Kelheim
"Ich steche euch ab"

18.06.2010 | Stand 03.12.2020, 3:55 Uhr

Kelheim (DK) Seit Dienstag muss sich ein 20-jähriger Azubi aus dem Kreis Kelheim vor dem Jugendschöffengericht unter Vorsitz von Richter Hermann Vanino wegen "Bedrohung und gefährlicher Körperverletzung in zwei Fällen" verantworten. Ankläger und Verteidiger werten das Tatgeschehen völlig unterschiedlich. Nur in einem ist man sich einig: Es war reichlich Wodka im Spiel.

Zu mitternächtlicher Stunde war der Angeklagte mit ein paar Kumpanen unterwegs, als aus einem Fenster eines leer stehenden Fabrikgebäudes eine Flasche flog, zerbarst und ihn ein paar Splitter davon im Gesicht verletzt haben sollen. Bei seiner Suche nach dem Übeltäter soll er zunächst vor dem Haus auf eine 19-Jährige und ihren Begleiter gestoßen sein. Dieser hat laut Anklageschrift mit einem geöffneten Klappmesser vor dem Gesicht herumgefuchtelt und gesagt: "Ich steche euch ab." Im Haus selbst soll er das Messer einem der anderen Beteiligten an den Hals gehalten haben. Beim Wegdrücken der Waffe verletzte sich dieser an der Hand.
 

Den schwerwiegendsten Vorwurf stellt jedoch die dritte Attacke des Angeklagten dar, als er seinem Freund "helfen" wollte. In der Dunkelheit der Halle will er mitbekommen haben, dass dieser – auf dem Boden liegend – von einem aus der fremden Gruppe mit den Fäusten traktiert wurde. Dabei saß dieser auf ihm. Um die beiden Raufbolde zu trennen rammte er ihm von hinten das Messer zwischen die Rippen.

Rechtsanwalt Jörg Sodan aus Regensburg wertete dieses Tatgeschehen als "Nothilfe" und löste damit gleich zu Beginn der Verhandlung einen Disput mit Richter Vanino aus. Für Vanino war (negativ) auffallend, dass der Angeklagte bereits vor seiner "Hilfeleistung" mit dem Messer agierte. Zudem sah er für den Einsatz des Messers keine Notwendigkeit: Es hätte genügt, wenn der Angeklagte den Aggressor von seinem Freund heruntergezogen hätte. "Dann wären sie ja zwei gegen einen gewesen", sagte Richter Vanino.

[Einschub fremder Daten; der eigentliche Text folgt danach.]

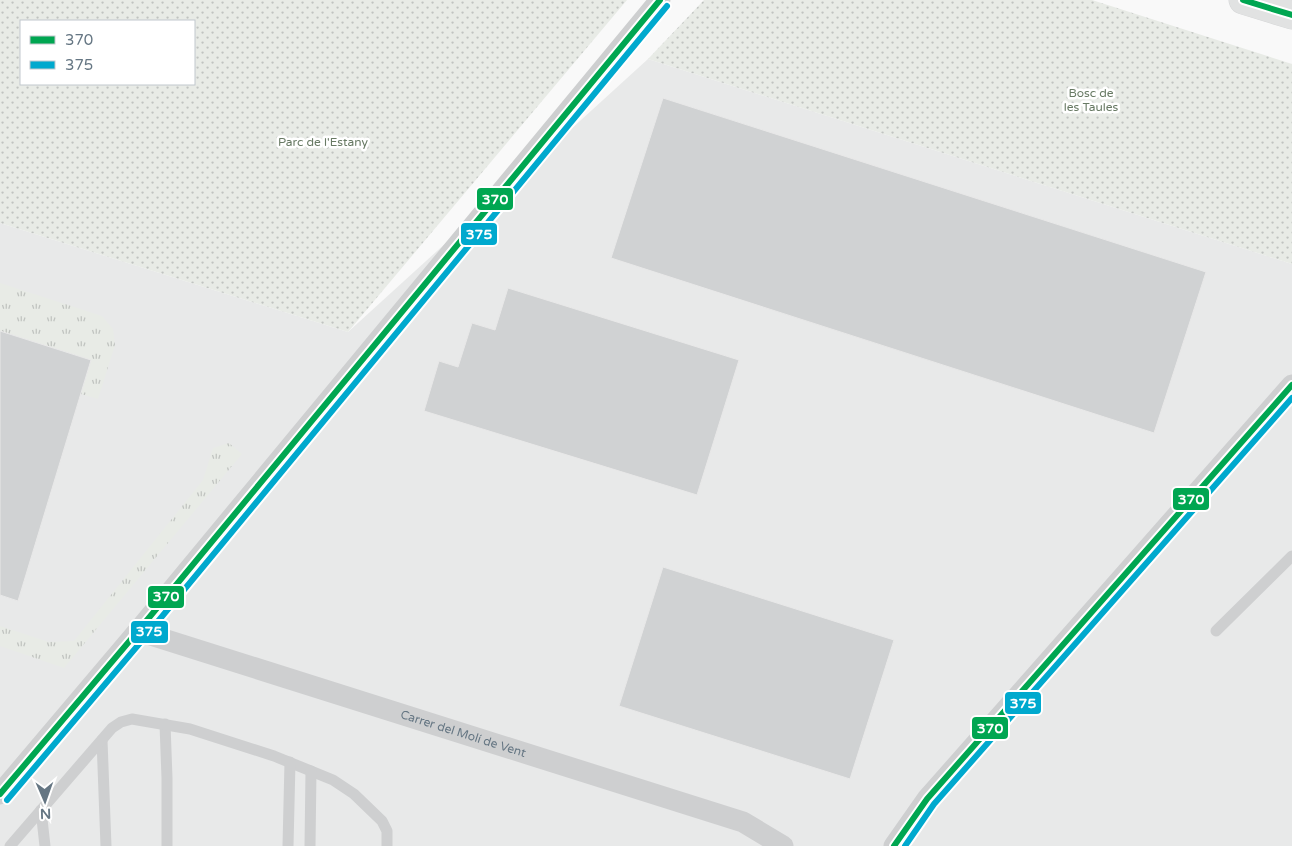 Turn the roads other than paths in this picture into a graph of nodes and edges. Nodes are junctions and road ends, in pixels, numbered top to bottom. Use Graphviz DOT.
graph roads {
  1 [pos="660,0"];
  2 [pos="1243,0"];
  3 [pos="1292,15"];
  4 [pos="1292,385"];
  5 [pos="1292,556"];
  6 [pos="138,631"];
  7 [pos="1216,631"];
  8 [pos="165,724"];
  9 [pos="102,740"];
  10 [pos="290,762"];
  11 [pos="311,771"];
  12 [pos="0,794"];
  13 [pos="41,810"];
  14 [pos="10,846"];
  15 [pos="45,846"];
  16 [pos="106,846"];
  17 [pos="167,846"];
  18 [pos="288,846"];
  19 [pos="310,846"];
  20 [pos="387,846"];
  21 [pos="783,846"];
  22 [pos="894,846"];
  1 -- 6 [label="street"];
  2 -- 3 [label="street"];
  4 -- 22 [label="street"];
  5 -- 7 [label="lane"];
  6 -- 12 [label="street"];
  6 -- 21 [label="street, Carrer del Molí de Vent"];
  8 -- 9 [label="lane"];
  8 -- 10 [label="lane"];
  8 -- 17 [label="lane"];
  9 -- 13 [label="lane"];
  9 -- 16 [label="lane"];
  10 -- 11 [label="lane"];
  10 -- 18 [label="lane"];
  11 -- 19 [label="lane"];
  11 -- 20 [label="lane"];
  13 -- 14 [label="lane"];
  13 -- 15 [label="lane"];
}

Anwalt Sodan hingegen wertete dessen Schläge als nicht minder lebensgefährlich und qualifizierte diese bis hin zum "versuchten Totschlag". Auch die Vernehmung der sechs am Szenario beteiligten Zeugen brachte noch kein Licht ins Dunkel. Zu vage und schwammig waren deren Aussagen, was möglicherweise mit dem jeweiligen Alkoholpegel zwischen 1,2 und 2,0 Promille zusammenhing. Zudem konnte die Polizei weder die Tatwaffe, noch die behaupteten Flaschensplitter sichern.

Am 1. Juli wird die Verhandlung mit der Vernehmung der Polizeibeamten fortgesetzt. Auch soll dann ein Mediziner die Schwere der Verletzungen des Geschädigten bewerten.